UPDATE: Because of an e-mail address error on the NEMLA website, the
deadline for abstracts is now September 22. If any abstracts were sent to
yasmin.degout@yale.edu, please re-send to yasmin.degout@aya.yale.edu.
Apologies to all and the original Call for Papers follows:
__________________________________________
CALL FOR PAPERS
Northeast Modern Language Association
March 30-31, 2001
Hartford, Connecticut
TITLE: African American Homoeroticism: Identity Politics and Subterfuge in
the
Genres of the Harlem Renaissance
This panel focuses on the homoerotics of the Harlem Renaissance
and the need to create forums designed to bring the most recent
scholarship of Gay and Lesbian Studies to the treatment of texts and authors
whose complex identity politics (e.g., Toomer, McKay, Larsen, Grimke
and Cullen) were often muted by the political constraints of the era.

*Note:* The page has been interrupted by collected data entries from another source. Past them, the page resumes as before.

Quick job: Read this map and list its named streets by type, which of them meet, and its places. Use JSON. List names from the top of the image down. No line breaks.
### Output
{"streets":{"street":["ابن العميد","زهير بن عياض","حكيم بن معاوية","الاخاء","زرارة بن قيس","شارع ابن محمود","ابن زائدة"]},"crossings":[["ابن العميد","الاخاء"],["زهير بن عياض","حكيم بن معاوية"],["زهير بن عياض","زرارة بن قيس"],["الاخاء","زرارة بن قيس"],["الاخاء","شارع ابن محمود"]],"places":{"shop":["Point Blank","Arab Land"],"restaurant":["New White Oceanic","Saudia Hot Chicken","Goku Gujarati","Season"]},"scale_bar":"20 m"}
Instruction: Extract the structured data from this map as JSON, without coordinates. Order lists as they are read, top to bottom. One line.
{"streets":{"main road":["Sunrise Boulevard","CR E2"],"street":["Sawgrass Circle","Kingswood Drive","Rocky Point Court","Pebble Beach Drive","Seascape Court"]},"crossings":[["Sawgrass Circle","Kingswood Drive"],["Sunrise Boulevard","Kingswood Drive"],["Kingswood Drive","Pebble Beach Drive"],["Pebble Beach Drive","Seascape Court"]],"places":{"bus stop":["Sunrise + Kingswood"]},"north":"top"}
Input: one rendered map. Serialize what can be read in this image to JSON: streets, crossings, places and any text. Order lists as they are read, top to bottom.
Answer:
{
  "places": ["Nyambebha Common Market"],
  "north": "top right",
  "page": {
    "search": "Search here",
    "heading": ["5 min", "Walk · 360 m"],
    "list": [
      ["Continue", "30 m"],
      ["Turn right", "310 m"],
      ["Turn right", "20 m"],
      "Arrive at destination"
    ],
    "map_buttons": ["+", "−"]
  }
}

While the panel retains attention to literary figures, it will
highlight figures central to the era and needful for a broader analysis of
the identity politics and subterfuge of the era, among these Bruce Nugent,
Alain Locke, Wallace Thurman and Langston Hughes, as well as Bessie Smith,
Gladys Bently and Ma Rainey. In fact, central to this panel, as indicated
by the title, will be greater attention to the variety of genres though
which notions of identity were constructed and challenged in this
era-musical and visual genres (e.g., the blues--"Sissy Man Blues") and
other cultural manifestations of the homoerotic (e.g., the "jazz scene"),
in addition to literary texts. The focus on inter- and multidisciplinary
approaches to sexuality as constructed during the Harlem Renaissance finds
it antecedent in the work of Hazel Carby, who reveals the need to bring
non-literary genres bare upon discussion of sexuality in treatments of
this era by identifying alternative and challenging narratives of sexual
empowerment in the blues. This being the focus, presenters may also draw
from the variety of issues, theories and rubrics of Gay and Lesbian
Studies or of Gender Studies to discuss such texts-issues ranging from the
politics of self-conscious community formation to the politics of textual
subterfuge and resistance, or the politics of teaching such texts/issues
in the contemporary classroom.
Presentations will be 15-20 minutes and all accepted panelists must be
members of NEMLA by November 1, 2000. Information on NEMLA is available on
their website: http://www.anna-maria.edu/nemla.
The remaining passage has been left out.